Task objective: Pick every line with "Nariñense" from the material below.

Excerpted records:
___
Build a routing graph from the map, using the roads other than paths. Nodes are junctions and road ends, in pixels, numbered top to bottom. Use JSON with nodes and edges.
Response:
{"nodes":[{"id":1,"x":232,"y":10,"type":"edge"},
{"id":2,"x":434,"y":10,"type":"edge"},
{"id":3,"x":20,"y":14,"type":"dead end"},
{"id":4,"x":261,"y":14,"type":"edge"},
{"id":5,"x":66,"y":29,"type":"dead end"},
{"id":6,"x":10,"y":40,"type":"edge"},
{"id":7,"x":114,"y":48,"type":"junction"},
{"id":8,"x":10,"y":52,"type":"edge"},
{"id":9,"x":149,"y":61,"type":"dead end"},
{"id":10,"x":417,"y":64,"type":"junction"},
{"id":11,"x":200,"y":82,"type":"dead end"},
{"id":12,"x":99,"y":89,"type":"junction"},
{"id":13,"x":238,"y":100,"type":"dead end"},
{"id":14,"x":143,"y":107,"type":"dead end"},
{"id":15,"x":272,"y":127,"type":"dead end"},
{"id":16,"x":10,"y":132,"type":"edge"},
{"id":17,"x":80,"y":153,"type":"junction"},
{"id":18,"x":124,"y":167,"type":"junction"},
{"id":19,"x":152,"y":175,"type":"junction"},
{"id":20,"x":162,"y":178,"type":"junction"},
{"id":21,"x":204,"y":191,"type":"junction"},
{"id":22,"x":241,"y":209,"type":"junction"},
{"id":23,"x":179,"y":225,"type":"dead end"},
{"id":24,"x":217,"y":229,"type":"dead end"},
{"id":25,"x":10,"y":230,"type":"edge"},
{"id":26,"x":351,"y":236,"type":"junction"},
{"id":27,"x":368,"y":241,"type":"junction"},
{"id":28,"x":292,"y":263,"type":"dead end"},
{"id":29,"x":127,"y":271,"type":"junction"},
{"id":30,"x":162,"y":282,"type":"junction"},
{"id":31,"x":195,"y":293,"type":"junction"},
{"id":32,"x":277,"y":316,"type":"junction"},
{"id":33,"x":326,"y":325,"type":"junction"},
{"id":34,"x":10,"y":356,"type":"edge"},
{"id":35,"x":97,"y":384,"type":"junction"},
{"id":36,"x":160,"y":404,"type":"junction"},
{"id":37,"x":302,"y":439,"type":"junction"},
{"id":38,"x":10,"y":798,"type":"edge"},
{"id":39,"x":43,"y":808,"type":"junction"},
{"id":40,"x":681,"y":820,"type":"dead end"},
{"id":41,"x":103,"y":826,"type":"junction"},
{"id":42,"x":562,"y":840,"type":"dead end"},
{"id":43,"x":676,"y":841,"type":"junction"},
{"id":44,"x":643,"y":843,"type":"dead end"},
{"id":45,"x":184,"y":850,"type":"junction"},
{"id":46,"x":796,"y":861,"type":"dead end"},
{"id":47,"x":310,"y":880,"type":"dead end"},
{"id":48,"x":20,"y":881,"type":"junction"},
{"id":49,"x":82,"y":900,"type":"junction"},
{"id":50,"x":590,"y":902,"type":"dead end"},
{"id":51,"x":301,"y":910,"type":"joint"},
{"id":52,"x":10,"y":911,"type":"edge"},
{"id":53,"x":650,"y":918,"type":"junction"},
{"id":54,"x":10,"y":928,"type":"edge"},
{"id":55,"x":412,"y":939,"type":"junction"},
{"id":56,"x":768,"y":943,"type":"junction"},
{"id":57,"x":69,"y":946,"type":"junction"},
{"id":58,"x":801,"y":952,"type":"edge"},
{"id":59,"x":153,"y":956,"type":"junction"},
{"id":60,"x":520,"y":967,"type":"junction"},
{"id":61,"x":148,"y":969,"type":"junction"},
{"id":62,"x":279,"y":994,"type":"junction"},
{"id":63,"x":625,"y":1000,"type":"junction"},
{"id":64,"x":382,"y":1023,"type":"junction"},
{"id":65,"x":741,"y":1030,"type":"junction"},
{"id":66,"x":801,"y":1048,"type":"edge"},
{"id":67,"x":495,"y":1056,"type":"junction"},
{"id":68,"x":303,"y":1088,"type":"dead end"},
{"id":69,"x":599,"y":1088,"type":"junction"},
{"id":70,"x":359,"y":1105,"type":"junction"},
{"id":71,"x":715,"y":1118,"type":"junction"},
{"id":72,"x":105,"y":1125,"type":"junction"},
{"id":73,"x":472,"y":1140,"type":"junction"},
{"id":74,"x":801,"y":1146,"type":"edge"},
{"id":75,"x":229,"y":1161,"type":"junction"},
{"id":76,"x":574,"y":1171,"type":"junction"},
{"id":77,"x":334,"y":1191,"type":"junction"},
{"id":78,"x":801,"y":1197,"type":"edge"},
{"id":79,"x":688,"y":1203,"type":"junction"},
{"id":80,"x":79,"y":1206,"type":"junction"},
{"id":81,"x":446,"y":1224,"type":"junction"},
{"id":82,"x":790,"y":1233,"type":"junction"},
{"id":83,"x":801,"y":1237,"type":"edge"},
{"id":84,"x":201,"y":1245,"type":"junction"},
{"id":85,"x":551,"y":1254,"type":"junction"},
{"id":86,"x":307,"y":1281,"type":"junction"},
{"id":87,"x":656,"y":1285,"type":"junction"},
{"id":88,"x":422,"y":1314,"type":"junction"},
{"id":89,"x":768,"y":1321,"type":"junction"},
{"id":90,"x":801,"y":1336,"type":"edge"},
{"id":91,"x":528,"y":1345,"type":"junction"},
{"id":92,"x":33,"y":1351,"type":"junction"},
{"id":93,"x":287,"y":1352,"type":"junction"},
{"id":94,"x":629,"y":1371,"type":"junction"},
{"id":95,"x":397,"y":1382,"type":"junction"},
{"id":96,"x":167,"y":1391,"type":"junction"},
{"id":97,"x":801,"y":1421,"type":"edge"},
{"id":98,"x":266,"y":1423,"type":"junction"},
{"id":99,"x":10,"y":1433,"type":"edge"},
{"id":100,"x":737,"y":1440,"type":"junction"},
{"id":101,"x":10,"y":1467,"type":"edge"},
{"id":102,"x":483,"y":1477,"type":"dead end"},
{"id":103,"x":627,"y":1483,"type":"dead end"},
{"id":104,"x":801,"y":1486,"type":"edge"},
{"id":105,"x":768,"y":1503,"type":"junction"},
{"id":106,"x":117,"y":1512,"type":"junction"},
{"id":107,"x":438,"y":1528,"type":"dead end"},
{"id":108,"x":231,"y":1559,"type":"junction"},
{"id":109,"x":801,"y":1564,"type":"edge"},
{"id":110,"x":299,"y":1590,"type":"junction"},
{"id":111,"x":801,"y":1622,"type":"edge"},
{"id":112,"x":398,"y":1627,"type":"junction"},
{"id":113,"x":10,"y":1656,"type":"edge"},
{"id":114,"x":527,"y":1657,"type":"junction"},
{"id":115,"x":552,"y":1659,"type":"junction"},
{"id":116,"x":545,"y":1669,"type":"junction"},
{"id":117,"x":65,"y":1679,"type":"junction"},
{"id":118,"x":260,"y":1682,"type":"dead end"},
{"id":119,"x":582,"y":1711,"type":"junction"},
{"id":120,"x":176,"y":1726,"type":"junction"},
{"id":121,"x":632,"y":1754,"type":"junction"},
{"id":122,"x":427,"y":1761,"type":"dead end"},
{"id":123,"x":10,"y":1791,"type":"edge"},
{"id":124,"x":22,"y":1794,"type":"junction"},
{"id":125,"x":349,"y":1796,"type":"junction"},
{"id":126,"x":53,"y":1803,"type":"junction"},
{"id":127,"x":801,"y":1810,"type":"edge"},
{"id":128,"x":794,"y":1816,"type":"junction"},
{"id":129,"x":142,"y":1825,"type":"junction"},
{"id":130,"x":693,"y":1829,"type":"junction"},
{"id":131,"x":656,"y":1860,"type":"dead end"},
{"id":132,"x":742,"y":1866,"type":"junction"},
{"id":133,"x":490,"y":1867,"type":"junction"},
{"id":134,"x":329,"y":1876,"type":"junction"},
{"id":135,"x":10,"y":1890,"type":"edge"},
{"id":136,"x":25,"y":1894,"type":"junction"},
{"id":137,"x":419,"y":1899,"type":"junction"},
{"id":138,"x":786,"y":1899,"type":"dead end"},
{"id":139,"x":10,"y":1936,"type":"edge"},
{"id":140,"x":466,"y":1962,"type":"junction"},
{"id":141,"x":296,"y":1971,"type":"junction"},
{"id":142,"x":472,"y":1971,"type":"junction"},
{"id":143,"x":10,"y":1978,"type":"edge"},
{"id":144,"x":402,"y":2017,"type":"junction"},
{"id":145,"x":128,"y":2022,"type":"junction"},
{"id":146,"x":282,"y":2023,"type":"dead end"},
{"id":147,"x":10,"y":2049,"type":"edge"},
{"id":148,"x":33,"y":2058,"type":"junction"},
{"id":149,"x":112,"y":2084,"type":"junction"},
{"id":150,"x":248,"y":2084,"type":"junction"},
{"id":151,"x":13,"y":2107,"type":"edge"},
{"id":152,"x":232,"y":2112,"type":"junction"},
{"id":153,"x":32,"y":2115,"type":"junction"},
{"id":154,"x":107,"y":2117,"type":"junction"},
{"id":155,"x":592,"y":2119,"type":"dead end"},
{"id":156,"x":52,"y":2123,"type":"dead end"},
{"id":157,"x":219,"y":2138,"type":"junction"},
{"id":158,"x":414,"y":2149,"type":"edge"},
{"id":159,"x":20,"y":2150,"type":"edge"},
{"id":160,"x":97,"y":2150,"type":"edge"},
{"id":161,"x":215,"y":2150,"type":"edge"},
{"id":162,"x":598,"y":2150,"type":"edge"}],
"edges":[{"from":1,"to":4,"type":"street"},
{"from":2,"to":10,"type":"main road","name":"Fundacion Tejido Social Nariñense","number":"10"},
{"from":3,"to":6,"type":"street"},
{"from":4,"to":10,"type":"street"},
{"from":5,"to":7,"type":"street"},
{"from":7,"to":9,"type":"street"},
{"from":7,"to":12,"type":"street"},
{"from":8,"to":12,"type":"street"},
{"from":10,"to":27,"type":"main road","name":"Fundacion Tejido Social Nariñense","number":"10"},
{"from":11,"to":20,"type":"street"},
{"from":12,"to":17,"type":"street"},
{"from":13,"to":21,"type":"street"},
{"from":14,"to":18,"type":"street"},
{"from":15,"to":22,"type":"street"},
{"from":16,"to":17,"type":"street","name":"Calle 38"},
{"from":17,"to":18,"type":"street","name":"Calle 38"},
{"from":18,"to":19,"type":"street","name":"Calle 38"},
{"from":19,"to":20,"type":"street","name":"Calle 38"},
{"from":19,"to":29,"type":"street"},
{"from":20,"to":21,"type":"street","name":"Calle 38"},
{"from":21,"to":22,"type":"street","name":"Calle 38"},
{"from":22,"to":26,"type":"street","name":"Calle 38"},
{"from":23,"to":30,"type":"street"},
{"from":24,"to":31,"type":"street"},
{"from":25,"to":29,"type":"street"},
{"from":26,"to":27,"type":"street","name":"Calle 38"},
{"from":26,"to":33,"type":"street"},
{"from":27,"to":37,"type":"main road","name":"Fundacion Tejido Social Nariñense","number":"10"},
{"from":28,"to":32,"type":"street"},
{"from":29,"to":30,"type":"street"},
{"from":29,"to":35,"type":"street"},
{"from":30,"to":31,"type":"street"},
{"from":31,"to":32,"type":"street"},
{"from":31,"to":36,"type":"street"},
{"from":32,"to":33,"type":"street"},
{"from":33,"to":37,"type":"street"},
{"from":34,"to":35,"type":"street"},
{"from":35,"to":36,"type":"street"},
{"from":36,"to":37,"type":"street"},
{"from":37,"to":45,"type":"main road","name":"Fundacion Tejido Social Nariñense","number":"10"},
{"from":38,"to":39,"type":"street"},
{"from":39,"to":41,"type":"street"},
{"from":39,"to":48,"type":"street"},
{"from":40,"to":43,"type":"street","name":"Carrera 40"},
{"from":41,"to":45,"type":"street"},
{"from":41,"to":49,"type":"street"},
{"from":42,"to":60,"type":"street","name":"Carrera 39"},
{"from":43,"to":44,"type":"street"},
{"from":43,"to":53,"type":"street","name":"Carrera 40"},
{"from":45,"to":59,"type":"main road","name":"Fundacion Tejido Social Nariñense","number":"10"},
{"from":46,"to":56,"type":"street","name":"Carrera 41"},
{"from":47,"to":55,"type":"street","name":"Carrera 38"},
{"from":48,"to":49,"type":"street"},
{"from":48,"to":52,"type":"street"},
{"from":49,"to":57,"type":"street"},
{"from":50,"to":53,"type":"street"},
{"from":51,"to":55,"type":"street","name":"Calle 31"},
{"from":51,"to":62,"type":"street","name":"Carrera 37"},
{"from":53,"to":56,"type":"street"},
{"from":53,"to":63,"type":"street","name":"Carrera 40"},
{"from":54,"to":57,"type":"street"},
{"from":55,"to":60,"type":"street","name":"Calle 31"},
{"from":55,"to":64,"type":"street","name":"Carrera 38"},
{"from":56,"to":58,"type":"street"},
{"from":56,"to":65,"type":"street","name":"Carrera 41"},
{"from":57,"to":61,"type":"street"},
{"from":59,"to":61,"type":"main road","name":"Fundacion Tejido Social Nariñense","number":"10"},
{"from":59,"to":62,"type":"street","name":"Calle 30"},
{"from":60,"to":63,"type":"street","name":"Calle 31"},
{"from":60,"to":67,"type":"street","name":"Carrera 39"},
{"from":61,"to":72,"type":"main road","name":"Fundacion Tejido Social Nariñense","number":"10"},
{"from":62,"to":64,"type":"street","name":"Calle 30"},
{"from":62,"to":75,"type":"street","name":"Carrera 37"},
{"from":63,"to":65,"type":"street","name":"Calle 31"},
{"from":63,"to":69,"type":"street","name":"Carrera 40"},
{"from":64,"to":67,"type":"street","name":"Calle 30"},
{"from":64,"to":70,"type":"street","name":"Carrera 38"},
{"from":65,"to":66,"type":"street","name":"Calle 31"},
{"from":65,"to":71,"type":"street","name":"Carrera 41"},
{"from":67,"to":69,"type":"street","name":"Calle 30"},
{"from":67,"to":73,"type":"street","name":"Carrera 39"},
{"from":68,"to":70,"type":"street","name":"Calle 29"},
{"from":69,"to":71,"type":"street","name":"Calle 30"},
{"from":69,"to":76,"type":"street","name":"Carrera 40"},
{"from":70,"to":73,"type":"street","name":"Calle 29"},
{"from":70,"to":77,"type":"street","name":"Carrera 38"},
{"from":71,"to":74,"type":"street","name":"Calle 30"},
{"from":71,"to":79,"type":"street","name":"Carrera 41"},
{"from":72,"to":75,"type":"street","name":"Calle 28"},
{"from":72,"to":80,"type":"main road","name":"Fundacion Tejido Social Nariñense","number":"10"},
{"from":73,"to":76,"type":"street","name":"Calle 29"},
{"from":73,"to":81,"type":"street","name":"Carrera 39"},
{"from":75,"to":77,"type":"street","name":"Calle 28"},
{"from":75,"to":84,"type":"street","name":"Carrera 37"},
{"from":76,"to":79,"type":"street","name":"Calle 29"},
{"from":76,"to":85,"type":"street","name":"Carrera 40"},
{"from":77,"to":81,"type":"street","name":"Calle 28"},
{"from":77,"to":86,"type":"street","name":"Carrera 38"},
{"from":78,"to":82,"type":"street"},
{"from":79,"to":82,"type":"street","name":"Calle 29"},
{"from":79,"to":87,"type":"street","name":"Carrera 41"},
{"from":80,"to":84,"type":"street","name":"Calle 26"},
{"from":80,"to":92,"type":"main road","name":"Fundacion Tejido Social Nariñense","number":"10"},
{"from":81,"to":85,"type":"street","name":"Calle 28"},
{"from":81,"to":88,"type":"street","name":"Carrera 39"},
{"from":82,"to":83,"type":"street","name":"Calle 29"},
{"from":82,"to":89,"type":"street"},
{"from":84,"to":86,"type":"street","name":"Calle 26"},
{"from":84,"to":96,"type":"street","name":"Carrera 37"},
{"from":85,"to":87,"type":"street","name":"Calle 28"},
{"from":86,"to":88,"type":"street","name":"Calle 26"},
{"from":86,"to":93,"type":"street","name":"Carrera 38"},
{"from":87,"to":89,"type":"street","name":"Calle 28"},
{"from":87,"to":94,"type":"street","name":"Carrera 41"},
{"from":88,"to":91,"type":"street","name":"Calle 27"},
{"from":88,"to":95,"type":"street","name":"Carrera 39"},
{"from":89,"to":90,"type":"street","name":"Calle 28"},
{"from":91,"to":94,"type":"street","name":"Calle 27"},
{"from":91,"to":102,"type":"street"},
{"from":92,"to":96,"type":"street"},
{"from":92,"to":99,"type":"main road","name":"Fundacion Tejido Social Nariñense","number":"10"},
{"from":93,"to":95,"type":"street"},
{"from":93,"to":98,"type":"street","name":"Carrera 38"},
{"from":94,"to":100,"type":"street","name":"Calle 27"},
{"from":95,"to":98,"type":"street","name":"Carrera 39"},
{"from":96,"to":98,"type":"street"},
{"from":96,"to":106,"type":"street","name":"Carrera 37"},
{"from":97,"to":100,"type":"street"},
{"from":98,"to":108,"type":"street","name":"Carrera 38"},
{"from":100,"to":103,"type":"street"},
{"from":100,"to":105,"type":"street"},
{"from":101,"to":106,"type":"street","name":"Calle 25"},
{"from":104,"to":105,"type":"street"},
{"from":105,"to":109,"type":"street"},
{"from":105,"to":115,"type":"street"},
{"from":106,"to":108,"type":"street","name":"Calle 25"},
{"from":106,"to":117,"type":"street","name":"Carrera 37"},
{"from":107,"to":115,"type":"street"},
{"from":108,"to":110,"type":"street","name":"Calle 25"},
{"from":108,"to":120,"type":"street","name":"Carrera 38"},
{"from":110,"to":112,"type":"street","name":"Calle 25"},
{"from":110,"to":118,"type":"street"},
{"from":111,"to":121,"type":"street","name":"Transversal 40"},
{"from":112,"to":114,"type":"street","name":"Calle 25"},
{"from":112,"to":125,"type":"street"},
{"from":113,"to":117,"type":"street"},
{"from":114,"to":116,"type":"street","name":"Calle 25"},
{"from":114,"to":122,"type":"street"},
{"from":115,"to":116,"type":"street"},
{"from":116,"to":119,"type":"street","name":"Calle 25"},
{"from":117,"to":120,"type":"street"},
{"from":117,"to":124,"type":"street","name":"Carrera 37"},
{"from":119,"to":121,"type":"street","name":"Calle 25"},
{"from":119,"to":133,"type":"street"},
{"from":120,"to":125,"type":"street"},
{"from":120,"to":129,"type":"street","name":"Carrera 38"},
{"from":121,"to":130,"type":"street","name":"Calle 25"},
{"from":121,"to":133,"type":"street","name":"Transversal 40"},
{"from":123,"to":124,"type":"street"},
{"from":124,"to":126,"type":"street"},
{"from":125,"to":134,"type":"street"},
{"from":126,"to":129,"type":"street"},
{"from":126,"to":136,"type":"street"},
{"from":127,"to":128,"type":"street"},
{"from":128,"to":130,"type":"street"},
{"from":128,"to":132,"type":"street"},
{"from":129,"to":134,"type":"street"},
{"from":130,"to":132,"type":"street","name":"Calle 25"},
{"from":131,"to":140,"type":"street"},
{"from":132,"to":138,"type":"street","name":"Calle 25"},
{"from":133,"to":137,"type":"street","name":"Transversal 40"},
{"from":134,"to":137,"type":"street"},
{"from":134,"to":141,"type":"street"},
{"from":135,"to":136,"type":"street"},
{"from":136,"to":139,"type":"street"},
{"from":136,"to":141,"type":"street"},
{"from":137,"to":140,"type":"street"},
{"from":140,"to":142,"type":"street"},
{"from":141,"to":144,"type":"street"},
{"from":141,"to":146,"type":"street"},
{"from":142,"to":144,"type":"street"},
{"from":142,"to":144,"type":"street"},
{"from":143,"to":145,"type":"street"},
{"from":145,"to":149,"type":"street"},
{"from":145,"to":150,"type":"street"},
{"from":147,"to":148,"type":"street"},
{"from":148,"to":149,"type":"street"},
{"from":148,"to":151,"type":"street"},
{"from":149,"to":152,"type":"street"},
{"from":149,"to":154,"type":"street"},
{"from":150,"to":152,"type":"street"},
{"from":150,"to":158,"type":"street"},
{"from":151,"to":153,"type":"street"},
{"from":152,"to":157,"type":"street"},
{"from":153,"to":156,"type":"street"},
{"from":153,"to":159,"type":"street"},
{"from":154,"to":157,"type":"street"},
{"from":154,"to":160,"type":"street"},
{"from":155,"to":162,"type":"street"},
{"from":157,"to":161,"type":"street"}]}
___
Problem solution:
{"from":2,"to":10,"type":"main road","name":"Fundacion Tejido Social Nariñense","number":"10"},
{"from":10,"to":27,"type":"main road","name":"Fundacion Tejido Social Nariñense","number":"10"},
{"from":27,"to":37,"type":"main road","name":"Fundacion Tejido Social Nariñense","number":"10"},
{"from":37,"to":45,"type":"main road","name":"Fundacion Tejido Social Nariñense","number":"10"},
{"from":45,"to":59,"type":"main road","name":"Fundacion Tejido Social Nariñense","number":"10"},
{"from":59,"to":61,"type":"main road","name":"Fundacion Tejido Social Nariñense","number":"10"},
{"from":61,"to":72,"type":"main road","name":"Fundacion Tejido Social Nariñense","number":"10"},
{"from":72,"to":80,"type":"main road","name":"Fundacion Tejido Social Nariñense","number":"10"},
{"from":80,"to":92,"type":"main road","name":"Fundacion Tejido Social Nariñense","number":"10"},
{"from":92,"to":99,"type":"main road","name":"Fundacion Tejido Social Nariñense","number":"10"},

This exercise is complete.